How to Perform Zero-Downtime Rolling Updates in Kubernetes Deployments

Introduction

In modern microservice architectures, maintaining continuous availability during application updates is a non-negotiable requirement. Kubernetes Deployments simplify this process by offering automated Rolling Updates, a strategy designed to replace old versions of Pods with new ones incrementally.

Achieving true zero-downtime, however, requires more than just the default Kubernetes configuration. It mandates careful coordination between the Deployment manifest, the application's health endpoints, and the graceful termination process. This guide provides a comprehensive, step-by-step approach to configuring Kubernetes Deployments to ensure application updates are seamless and invisible to the end-user.

We will cover the critical role of readiness probes, how to tune the deployment strategy parameters (maxSurge and maxUnavailable), and best practices for application termination to eliminate service interruptions during deployment transitions.

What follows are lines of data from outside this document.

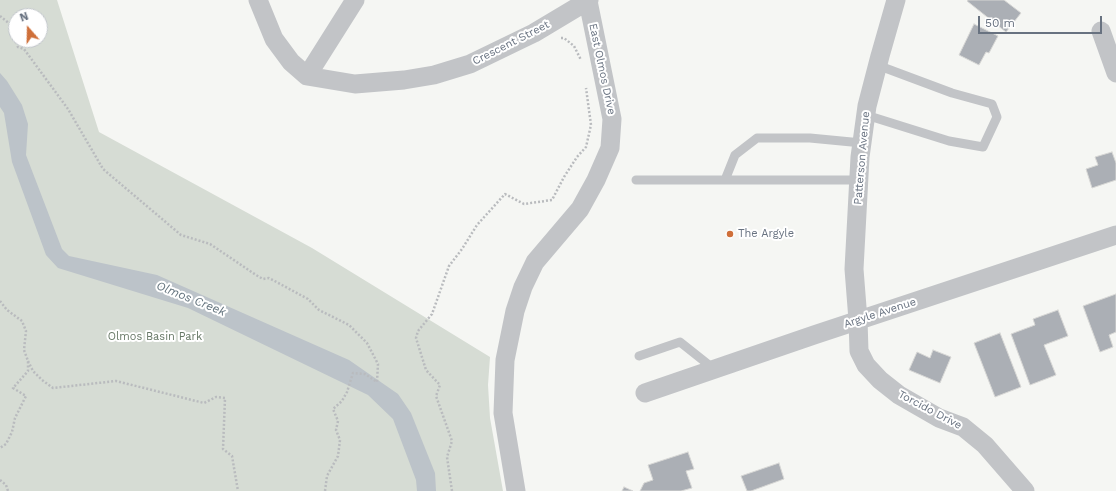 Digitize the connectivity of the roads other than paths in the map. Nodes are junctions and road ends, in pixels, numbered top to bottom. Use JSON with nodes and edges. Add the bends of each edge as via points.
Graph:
{"nodes":[{"id":1,"x":258,"y":0,"type":"edge"},
{"id":2,"x":356,"y":0,"type":"edge"},
{"id":3,"x":588,"y":0,"type":"edge"},
{"id":4,"x":896,"y":0,"type":"edge"},
{"id":5,"x":1101,"y":31,"type":"dead end"},
{"id":6,"x":877,"y":65,"type":"junction"},
{"id":7,"x":1116,"y":73,"type":"edge"},
{"id":8,"x":307,"y":76,"type":"junction"},
{"id":9,"x":866,"y":115,"type":"junction"},
{"id":10,"x":862,"y":143,"type":"junction"},
{"id":11,"x":636,"y":180,"type":"dead end"},
{"id":12,"x":725,"y":180,"type":"junction"},
{"id":13,"x":859,"y":180,"type":"junction"},
{"id":14,"x":1116,"y":235,"type":"edge"},
{"id":15,"x":858,"y":320,"type":"junction"},
{"id":16,"x":639,"y":356,"type":"dead end"},
{"id":17,"x":715,"y":369,"type":"junction"},
{"id":18,"x":646,"y":393,"type":"dead end"},
{"id":19,"x":516,"y":491,"type":"edge"},
{"id":20,"x":1025,"y":491,"type":"edge"}],
"edges":[{"from":1,"to":8,"type":"street","name":"Crescent Street","via":[[274,40],[290,62]]},
{"from":2,"to":8,"type":"street"},
{"from":3,"to":8,"type":"street","name":"Crescent Street","via":[[534,33],[470,64],[434,75],[354,84]]},
{"from":3,"to":19,"type":"street","name":"East Olmos Drive","via":[[612,119],[610,148],[580,209],[534,262],[515,311],[505,360],[503,413]]},
{"from":4,"to":6,"type":"street","name":"Patterson Avenue"},
{"from":5,"to":7,"type":"street"},
{"from":6,"to":9,"type":"street","name":"Patterson Avenue"},
{"from":6,"to":9,"type":"lane","via":[[952,93],[992,104],[997,117],[983,147],[949,141]]},
{"from":9,"to":10,"type":"street","name":"Patterson Avenue"},
{"from":10,"to":12,"type":"lane","via":[[810,138],[757,138],[735,155]]},
{"from":10,"to":13,"type":"street","name":"Patterson Avenue"},
{"from":11,"to":12,"type":"lane"},
{"from":12,"to":13,"type":"lane"},
{"from":13,"to":15,"type":"street","name":"Patterson Avenue","via":[[854,269]]},
{"from":14,"to":15,"type":"street","name":"Argyle Avenue"},
{"from":15,"to":17,"type":"street","name":"Argyle Avenue"},
{"from":15,"to":20,"type":"street","name":"Torcido Drive","via":[[859,351],[866,365],[880,380],[912,403],[939,418],[963,427],[985,445]]},
{"from":16,"to":17,"type":"lane","via":[[680,342]]},
{"from":17,"to":18,"type":"street","name":"Argyle Avenue"}]} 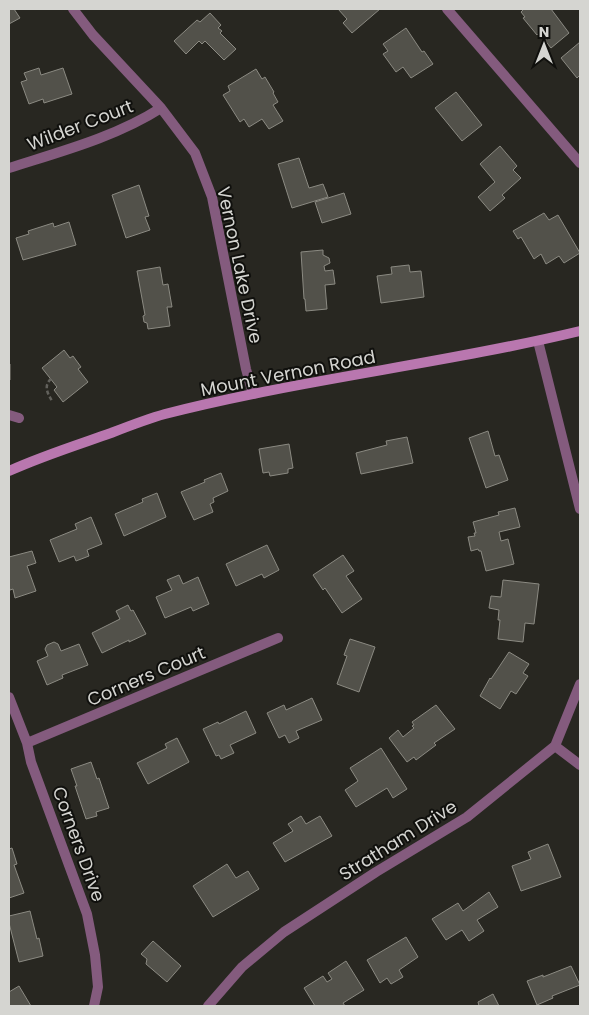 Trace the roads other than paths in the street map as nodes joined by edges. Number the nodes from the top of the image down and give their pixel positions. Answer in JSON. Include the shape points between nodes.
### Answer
{"nodes":[{"id":1,"x":72,"y":9,"type":"edge"},
{"id":2,"x":447,"y":9,"type":"edge"},
{"id":3,"x":161,"y":108,"type":"junction"},
{"id":4,"x":580,"y":164,"type":"edge"},
{"id":5,"x":9,"y":168,"type":"edge"},
{"id":6,"x":580,"y":331,"type":"edge"},
{"id":7,"x":538,"y":341,"type":"junction"},
{"id":8,"x":253,"y":394,"type":"junction"},
{"id":9,"x":9,"y":471,"type":"edge"},
{"id":10,"x":580,"y":509,"type":"edge"},
{"id":11,"x":278,"y":638,"type":"dead end"},
{"id":12,"x":580,"y":684,"type":"edge"},
{"id":13,"x":9,"y":697,"type":"edge"},
{"id":14,"x":27,"y":743,"type":"junction"},
{"id":15,"x":555,"y":746,"type":"junction"},
{"id":16,"x":580,"y":765,"type":"edge"},
{"id":17,"x":94,"y":1006,"type":"edge"},
{"id":18,"x":208,"y":1006,"type":"edge"}],
"edges":[{"from":1,"to":3,"type":"street","name":"Vernon Lake Drive"},
{"from":2,"to":4,"type":"street"},
{"from":3,"to":5,"type":"street","name":"Wilder Court","via":[[146,118],[82,145]]},
{"from":3,"to":8,"type":"street","name":"Vernon Lake Drive","via":[[195,153],[212,197]]},
{"from":6,"to":7,"type":"main road","name":"Mount Vernon Road"},
{"from":7,"to":8,"type":"main road","name":"Mount Vernon Road"},
{"from":7,"to":10,"type":"street"},
{"from":8,"to":9,"type":"main road","name":"Mount Vernon Road","via":[[163,415]]},
{"from":11,"to":14,"type":"street","name":"Corners Court"},
{"from":12,"to":15,"type":"street","name":"Stratham Drive"},
{"from":13,"to":14,"type":"street","name":"Corners Drive"},
{"from":14,"to":17,"type":"street","name":"Corners Drive","via":[[31,762],[87,914],[98,987]]},
{"from":15,"to":16,"type":"street"},
{"from":15,"to":18,"type":"street","name":"Stratham Drive","via":[[467,817],[284,932],[242,968]]}]} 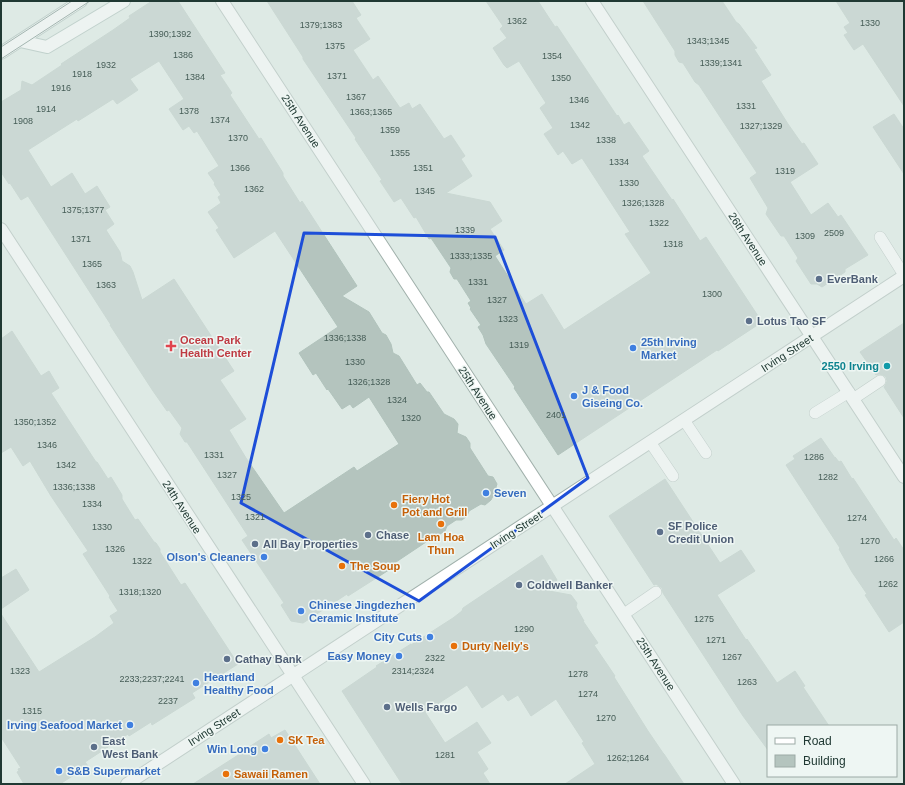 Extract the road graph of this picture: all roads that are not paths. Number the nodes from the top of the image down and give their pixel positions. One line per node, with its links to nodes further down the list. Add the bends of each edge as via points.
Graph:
1 (81, 1): 5 (street)
2 (124, 1): 5 (street, via 47,47)
3 (222, 1): 19 (street, 25th Avenue)
4 (592, 1): 10 (street, 26th Avenue)
5 (20, 41): 6 (street)
6 (1, 54)
7 (1, 229): 22 (street, 24th Avenue)
8 (880, 237): 9 (lane)
9 (904, 276): 10 (street, Irving Street)
10 (812, 337): 12 (street, 26th Avenue); 14 (street, Irving Street)
11 (880, 381): 12 (lane)
12 (851, 396): 13 (lane); 18 (street, 26th Avenue)
13 (815, 413)
14 (684, 420): 15 (street, Irving Street); 16 (lane)
15 (650, 442): 17 (lane); 19 (street, Irving Street)
16 (706, 453)
17 (673, 476)
18 (904, 477)
19 (553, 506): 21 (street, 25th Avenue); 22 (street, Irving Street)
20 (656, 592): 21 (lane)
21 (624, 614): 25 (street, 25th Avenue)
22 (293, 676): 23 (street, Irving Street); 24 (street, 24th Avenue)
23 (127, 784)
24 (364, 784)
25 (734, 784)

Prerequisites for Zero-Downtime

Before configuring the Kubernetes manifest, the underlying application must adhere to certain principles to support zero-downtime deployments:

Application Backward Compatibility: For the short period when both the old and new versions of the application are running simultaneously, they must be compatible with shared resources (databases, queues, caches).
Idempotency: Operations that might be handled by both versions must be repeatable without negative side effects.
Graceful Termination: The application must be programmed to recognize the SIGTERM signal sent by Kubernetes and gracefully stop accepting new connections while finishing in-flight requests before exiting.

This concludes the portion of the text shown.